'''

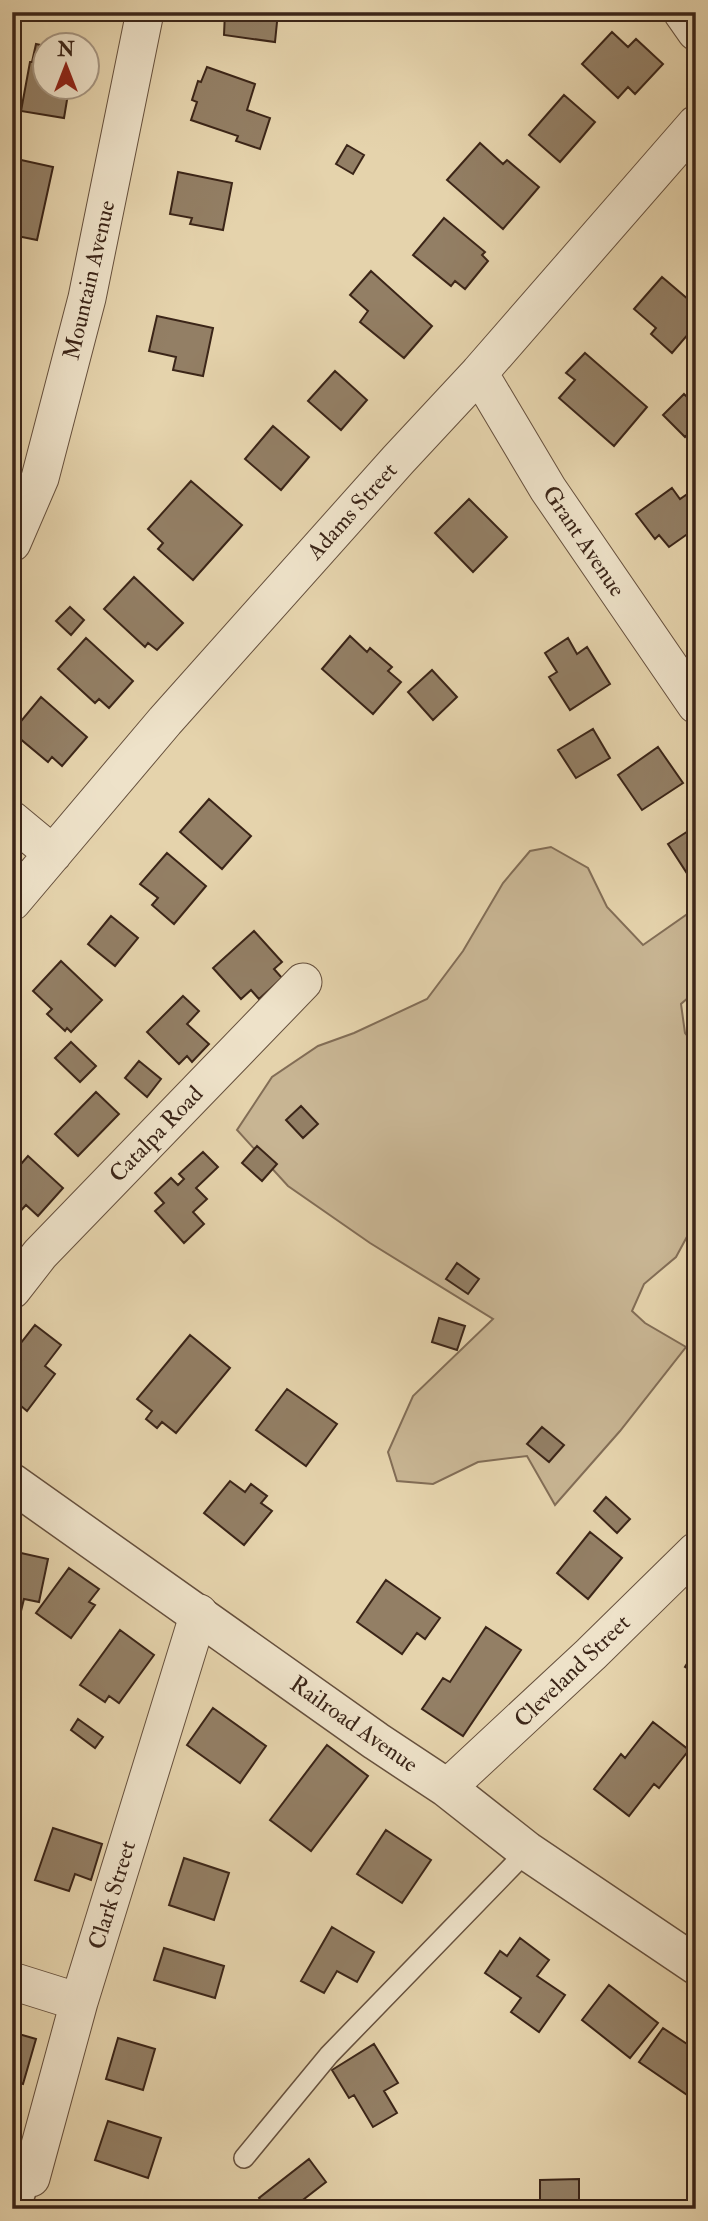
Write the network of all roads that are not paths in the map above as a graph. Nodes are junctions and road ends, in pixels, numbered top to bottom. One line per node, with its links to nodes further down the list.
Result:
1 (145, 12): 6 (street, Mountain Avenue)
2 (682, 12): 3 (street)
3 (696, 32)
4 (696, 124): 5 (street, Adams Street)
5 (479, 373): 7 (street, Grant Avenue); 9 (street, Adams Street)
6 (12, 543)
7 (696, 705)
8 (12, 820): 9 (street)
9 (53, 854): 10 (street, Adams Street)
10 (12, 902)
11 (303, 982): 12 (street, Catalpa Road)
12 (12, 1290)
13 (12, 1483): 15 (street, Railroad Avenue)
14 (696, 1551): 16 (street, Cleveland Street)
15 (199, 1613): 16 (street, Railroad Avenue); 20 (street, Clark Street)
16 (447, 1788): 17 (street, Railroad Avenue)
17 (527, 1851): 18 (street, Railroad Avenue); 21 (lane)
18 (696, 1965)
19 (12, 1981): 20 (street)
20 (79, 2002): 22 (street, Clark Street)
21 (244, 2158)
22 (25, 2194)

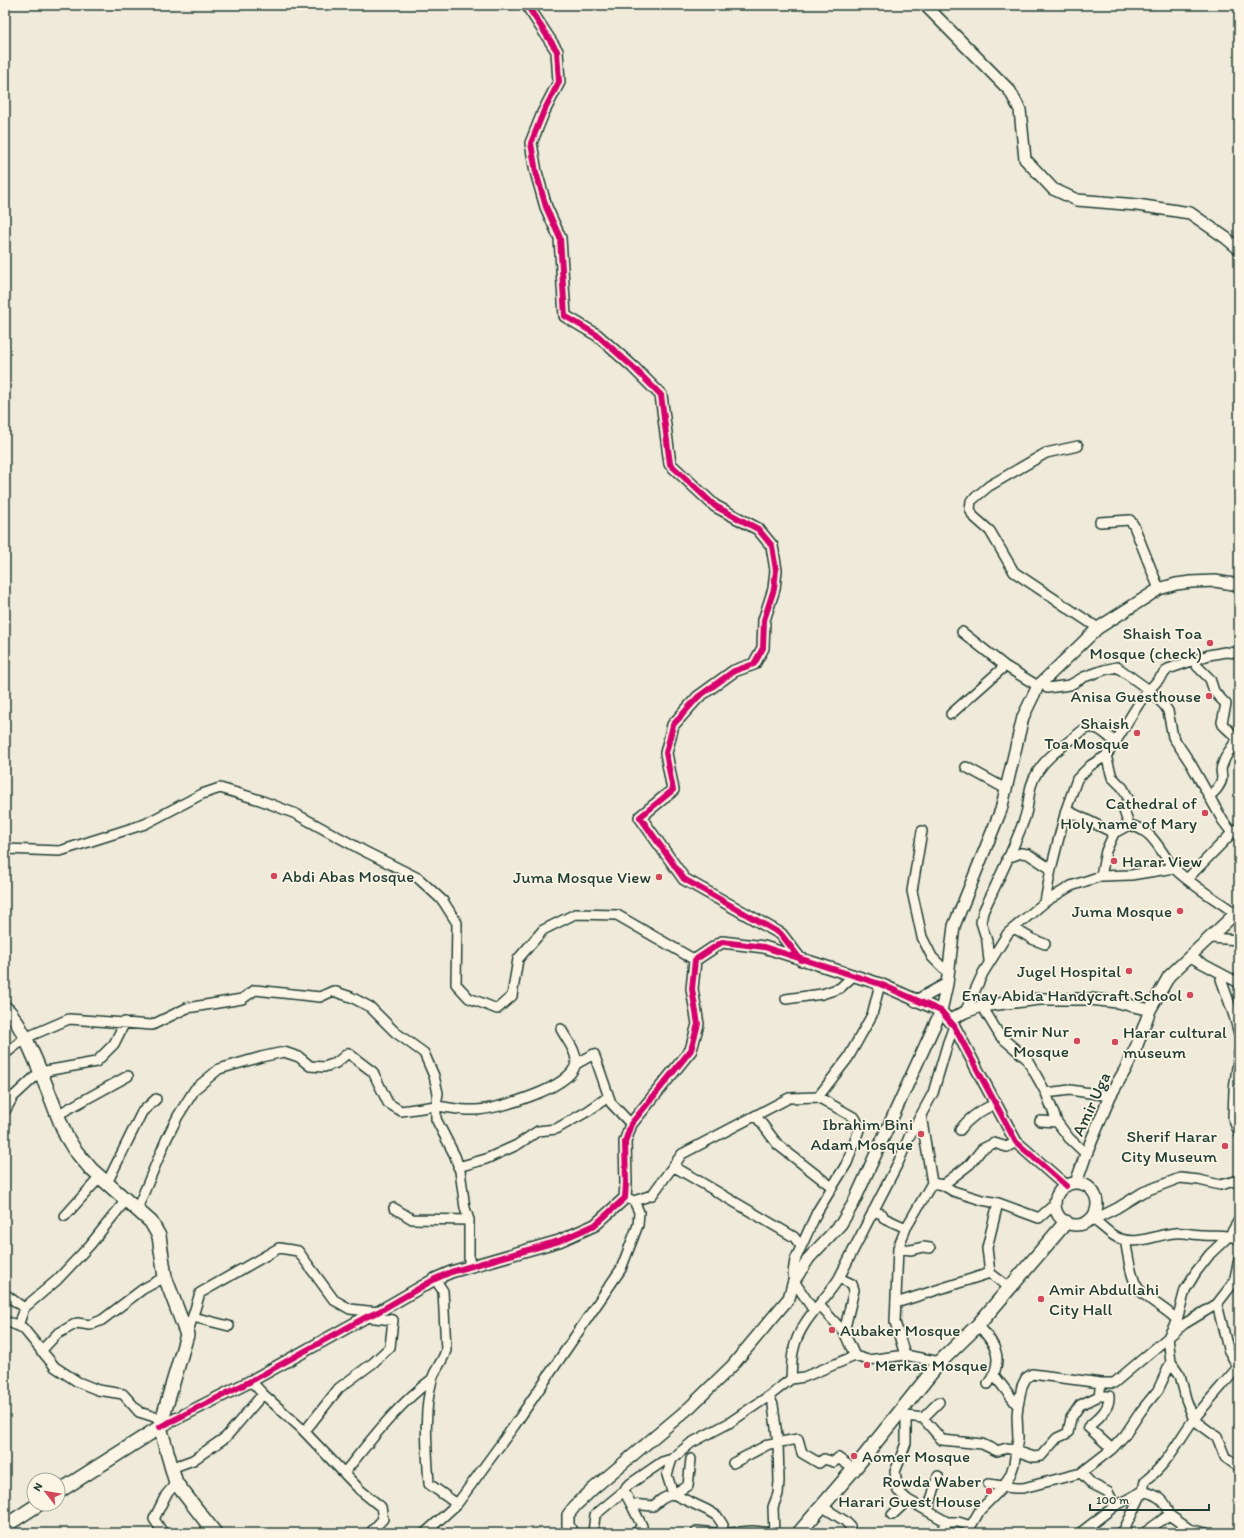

'''

Problem details >>
After removing the pictures, restate the whole listing above word for word.

Response to the exercise >>
Write the network of all roads that are not paths in the map above as a graph. Nodes are junctions and road ends, in pixels, numbered top to bottom. One line per node, with its links to nodes further down the list.
Result:
1 (145, 12): 6 (street, Mountain Avenue)
2 (682, 12): 3 (street)
3 (696, 32)
4 (696, 124): 5 (street, Adams Street)
5 (479, 373): 7 (street, Grant Avenue); 9 (street, Adams Street)
6 (12, 543)
7 (696, 705)
8 (12, 820): 9 (street)
9 (53, 854): 10 (street, Adams Street)
10 (12, 902)
11 (303, 982): 12 (street, Catalpa Road)
12 (12, 1290)
13 (12, 1483): 15 (street, Railroad Avenue)
14 (696, 1551): 16 (street, Cleveland Street)
15 (199, 1613): 16 (street, Railroad Avenue); 20 (street, Clark Street)
16 (447, 1788): 17 (street, Railroad Avenue)
17 (527, 1851): 18 (street, Railroad Avenue); 21 (lane)
18 (696, 1965)
19 (12, 1981): 20 (street)
20 (79, 2002): 22 (street, Clark Street)
21 (244, 2158)
22 (25, 2194)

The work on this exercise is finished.